Taro Logo

Rearrange Characters to Make Target String

Easy
a month ago

You are given two 0-indexed strings s and target. You can take some letters from s and rearrange them to form new strings. Return the maximum number of copies of target that can be formed by taking letters from s and rearranging them.

Example 1:

Input: s = "ilovecodingonleetcode", target = "code"
Output: 2

Example 2:

Input: s = "abcba", target = "abc"
Output: 1

Example 3:

Input: s = "abbaccaddaeea", target = "aaaaa"
Output: 1

Constraints:

  • 1 <= s.length <= 100
  • 1 <= target.length <= 10
  • s and target consist of lowercase English letters.

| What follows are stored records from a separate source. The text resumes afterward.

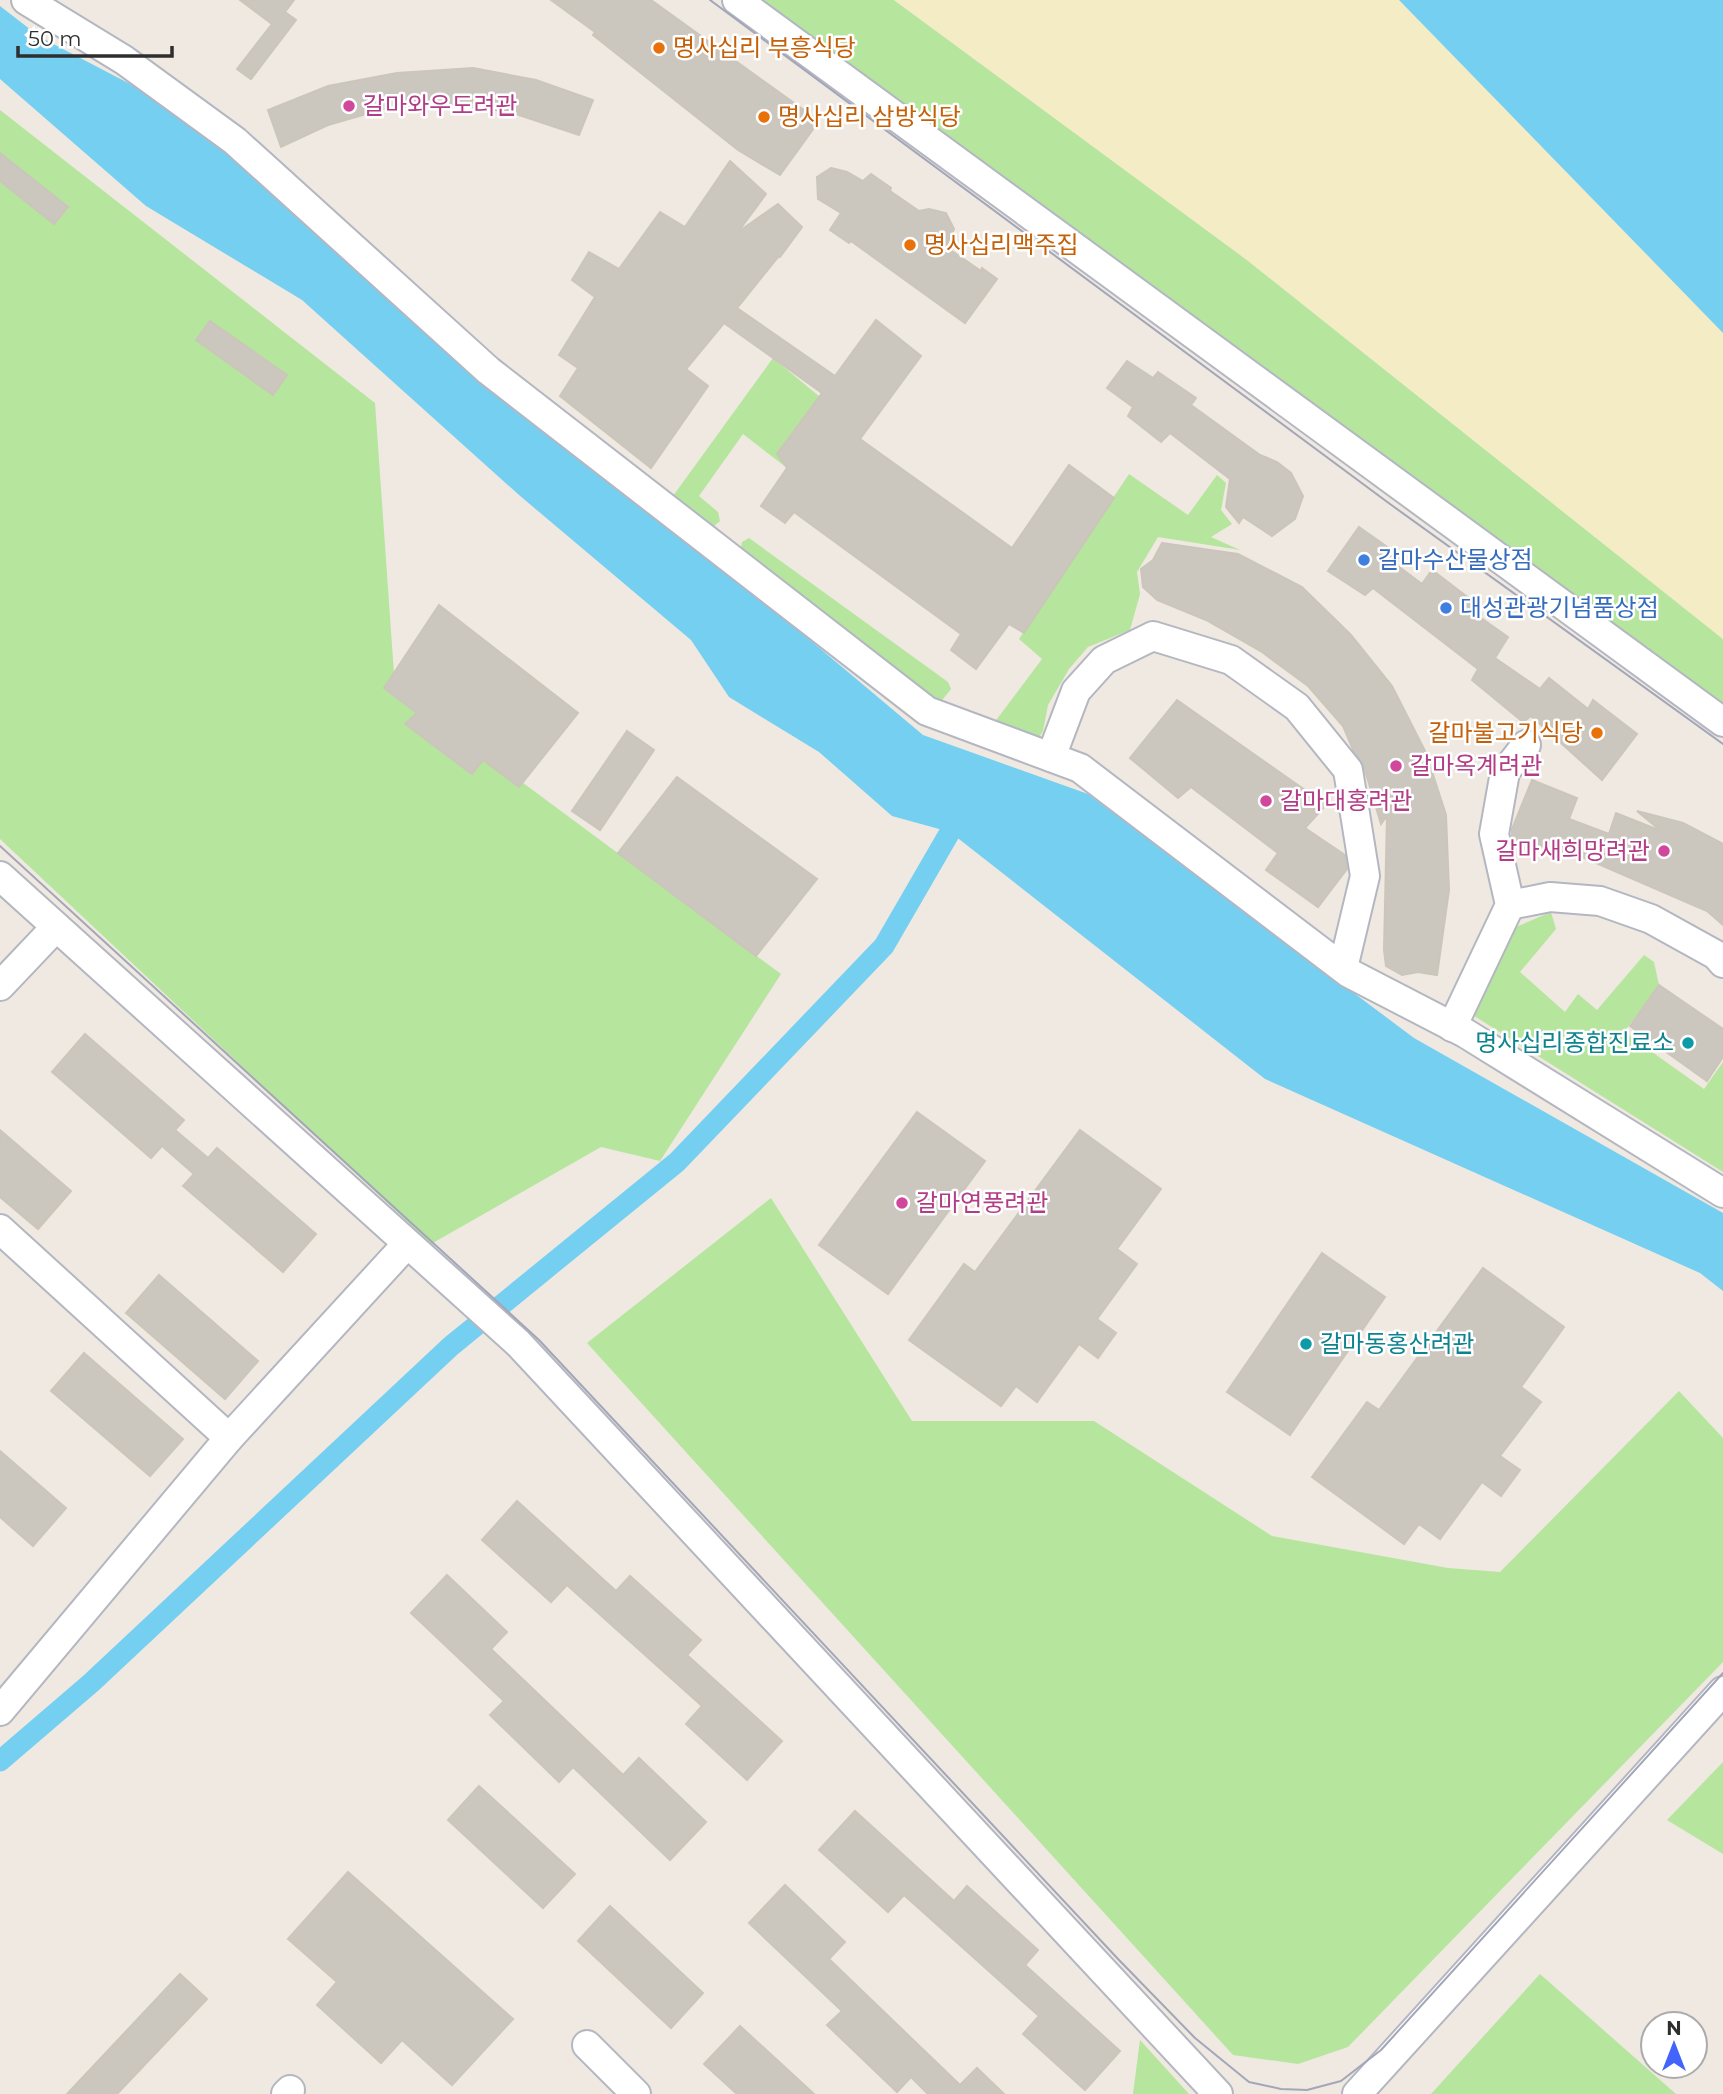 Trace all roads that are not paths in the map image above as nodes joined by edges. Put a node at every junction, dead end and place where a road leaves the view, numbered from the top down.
1 (26, 0) edge
2 (737, 0) edge
3 (1723, 722) edge
4 (1526, 745) dead end
5 (1051, 757) junction
6 (0, 876) edge
7 (1510, 905) junction
8 (56, 927) junction
9 (1723, 963) edge
10 (1343, 968) junction
11 (0, 986) edge
12 (1452, 1027) junction
13 (1723, 1193) edge
14 (0, 1229) edge
15 (407, 1244) junction
16 (229, 1438) junction
17 (1723, 1691) edge
18 (0, 1711) edge
19 (587, 2045) dead end
20 (636, 2094) edge
21 (1218, 2094) edge
22 (1357, 2094) edge

1 - 5 street
2 - 3 street
4 - 7 street
5 - 10 street
5 - 10 street
6 - 8 street
7 - 9 street
7 - 12 street
8 - 11 street
8 - 15 street
10 - 12 street
12 - 13 street
14 - 16 street
15 - 16 street
15 - 21 street
16 - 18 street
17 - 22 street
19 - 20 street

Write a function to solve this problem efficiently. Explain the time and space complexity of your solution. Also, discuss any edge cases that might arise and how to handle them. Provide code implementation in Python.

Sample Answer
def max_number_of_targets(s: str, target: str) -> int:
    """Calculates the maximum number of copies of target that can be formed from s.

    Args:
        s: The source string.
        target: The target string.

    Returns:
        The maximum number of copies of target that can be formed.
    """
    s_counts = {}
    target_counts = {}

    for char in s:
        s_counts[char] = s_counts.get(char, 0) + 1

    for char in target:
        target_counts[char] = target_counts.get(char, 0) + 1

    ans = float('inf')
    for char, count in target_counts.items():
        if char not in s_counts:
            return 0
        ans = min(ans, s_counts[char] // count)

    return ans

# Example Usage
s = "ilovecodingonleetcode"
target = "code"
print(f"Maximum number of '{target}' in '{s}': {max_number_of_targets(s, target)}")

s = "abcba"
target = "abc"
print(f"Maximum number of '{target}' in '{s}': {max_number_of_targets(s, target)}")

s = "abbaccaddaeea"
target = "aaaaa"
print(f"Maximum number of '{target}' in '{s}': {max_number_of_targets(s, target)}")

Naive Approach

The most straightforward approach would be to iterate through all possible sub-sequences of s, checking if they can be rearranged to form target. However, this is highly inefficient due to the exponential number of possible sub-sequences.

Optimal Approach

The optimal approach involves counting the frequency of each character in both s and target. Then, for each character in target, we determine how many times target can be formed based on the availability of that character in s. The minimum of these values will be the maximum number of target strings that can be formed.

Big(O) Run-time Analysis

The run-time complexity is dominated by the counting of characters in both strings. Let $n$ be the length of string s and $m$ be the length of string target. The algorithm iterates through s once to count character frequencies, which takes $O(n)$ time. Similarly, it iterates through target once to count character frequencies, which takes $O(m)$ time. Finally, it iterates through the character counts of target, which in the worst case is $O(m)$. Thus, the overall time complexity is $O(n + m)$.

Big(O) Space Usage Analysis

The space complexity is determined by the storage required for the character counts. In the worst case, s_counts and target_counts can store frequencies for all unique characters in s and target respectively. In the problem constraints, it mentions that s and target consist of lowercase English letters, which means there are at most 26 unique characters. Therefore, the space complexity is $O(1)$ because it's bounded by a constant number of characters regardless of the input size.

Edge Cases

  1. Empty Strings: If either s or target is an empty string, the function should handle it gracefully. If target is empty, any number of copies can be made (theoretically infinite or limited by s). If s is empty but target is not, zero copies can be made.
  2. Target Contains Characters Not in Source: If target contains characters that are not present in s, the function should return 0 because it's impossible to form even a single copy of target.
  3. Large Input Strings: For extremely large input strings, the character counting might become memory-intensive. However, given the constraints, this is not a significant concern.
  4. Target String Longer Than Source String: If the target string is longer than the source string, and contains characters from the source string, then it is still possible to return 0, as you can not create the target string from the source. An empty source string is handled in #1.